A first indicator lamp 501 for indicating the operating state of the liquid level control apparatus 1.

And a second indicator light 502 for indicating the operating state of the solenoid valve actuator 30. In one possible implementation, the second indicator lamp 502 includes a first solenoid indicator lamp 5021 and a second solenoid indicator lamp 5022. The first solenoid indicator 5021 and the second solenoid indicator 5022 are electrically connected to the liquid level control mechanism 20. Correspondingly, the first solenoid indicator 5021 and the second solenoid indicator 5022 are electrically connected to the controller 201. And a first solenoid valve indicator lamp 5021 for indicating the operating state of the first solenoid valve 3011. For example, the controller 201 controls the first solenoid valve 3011 to be electrically opened, and controls the first solenoid valve indicator 5021 to be turned on. The controller 201 controls the first solenoid valve 3011 to be closed after power failure, and controls the first solenoid valve indicator 5021 to be turned off. And a second solenoid valve indicator lamp 5022 for indicating the operating state of the second solenoid valve 3012. For example, the controller 201 controls the second solenoid 3012 to be electrically opened and controls the second solenoid indicator 5022 to be turned on. The controller 201 controls the second solenoid valve 3012 to be closed after power failure, and controls the second solenoid valve indicator 5022 to be turned off.

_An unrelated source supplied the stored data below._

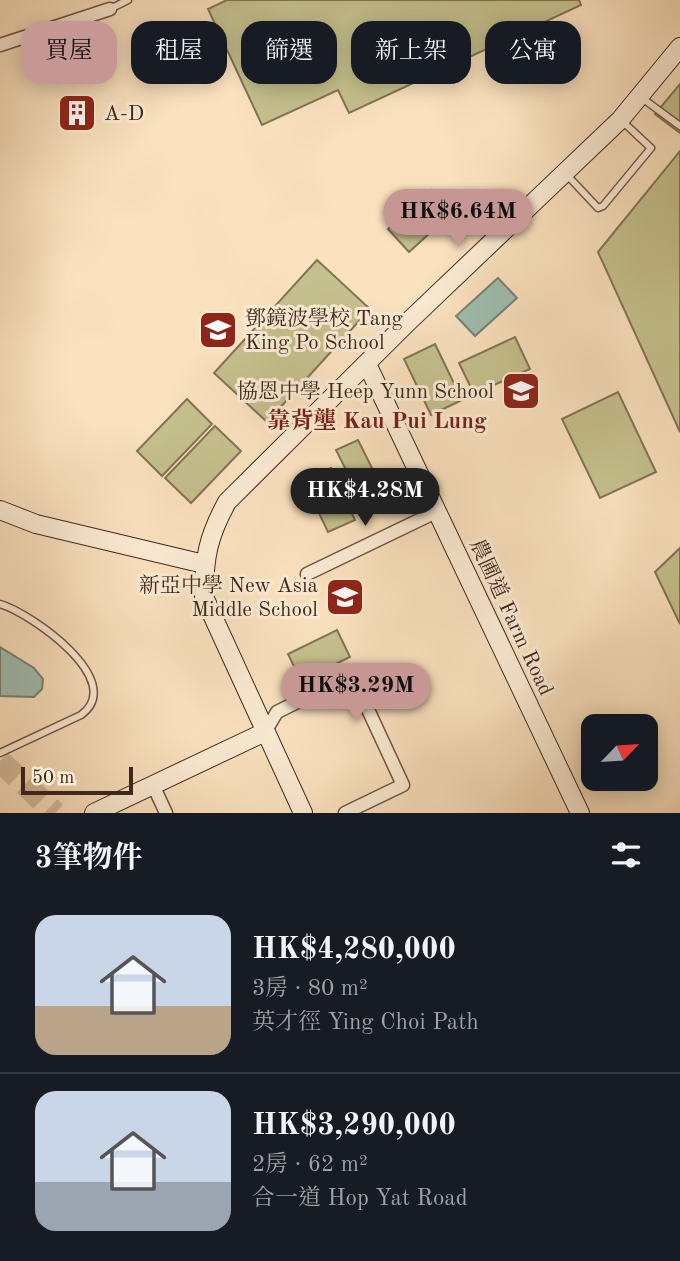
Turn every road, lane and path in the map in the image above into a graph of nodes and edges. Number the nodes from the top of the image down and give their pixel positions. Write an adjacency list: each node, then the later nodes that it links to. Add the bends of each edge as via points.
1 (127, 0): 2 (lane)
2 (110, 9): 3 (street)
3 (0, 45)
4 (680, 47): 5 (street)
5 (641, 97): 6 (street); 7 (lane)
6 (620, 120): 8 (street); 8 (lane, via 651,148 603,206 598,208)
7 (680, 126)
8 (566, 174): 9 (street)
9 (367, 364): 11 (street, 農圃道 Farm Road); 12 (street, via 227,502 209,536)
10 (0, 510): 12 (street, via 36,524)
11 (438, 511): 13 (street); 22 (street, 農圃道 Farm Road)
12 (204, 564): 15 (street, via 204,597)
13 (307, 574)
14 (0, 604): 16 (lane, via 56,635 84,670 94,695 81,715)
15 (265, 732): 17 (street); 20 (street); 21 (street, via 277,712 352,676 403,785)
16 (0, 753)
17 (153, 785): 18 (street); 19 (street)
18 (94, 813)
19 (166, 813)
20 (303, 813)
21 (345, 813)
22 (580, 813)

And a third indicator lamp 503 for giving a fault alarm indication when the liquid level control device 1 has a fault. In one possible implementation, the third indicator light 503 includes a low water level alarm indicator light 5031 and a high water level alarm indicator light 5032. The low water level alarm indicator 5031 and the high water level alarm indicator 5032 are electrically connected to the liquid level control mechanism 20, respectively. Accordingly, the low water level warning indicator 5031 and the high water level warning indicator 5032 are electrically connected to the controller 201, respectively. The low level alarm indicator 5031 is configured to receive an electrical signal from the controller 201 to perform a low level alarm indication when the liquid level in the water storage tank 2 reaches a third preset value. The high level alarm indicator 5032 is configured to receive an electrical signal from the controller 201 to perform a high level alarm indication when the liquid level in the water storage tank 2 reaches a fourth preset value. In another possible implementation, the third indicator light 503 further includes a remote alarm indicator light 5033. The remote alarm indicator 5033 is electrically connected to the liquid level control mechanism 20. Accordingly, the remote alarm indicator 5033 is electrically connected to the controller 201. The remote alarm indicator 5033 is configured to receive an electrical signal from the controller 201 to perform a remote alarm indication when the liquid level in the water storage tank 2 reaches a third preset value or a fourth preset value. In one possible implementation, the remote alarm indicator 5033 can be disposed in a duty room, and when the remote alarm indicator 5033 lights up, a duty person can patrol the condition of the liquid level control device 1 in time.

In one possible implementation, the third indicator light 503 may be an audible and visual alarm indicator light.

With continued reference to fig. 9, the status light indicator mechanism 50 further includes a power indicator light 504 for indicating the operational status of the power mechanism 40.

With continued reference to fig. 9, status light indicator mechanism 50 also includes a toggle button 505. The switch button 505 is electrically connected to the liquid level control mechanism 20, and is used for triggering a switch command to the liquid level control mechanism 20. The liquid level control mechanism 20 is used for switching the working mode of the electromagnetic valve actuating mechanism between an automatic mode and a manual mode based on a switching instruction.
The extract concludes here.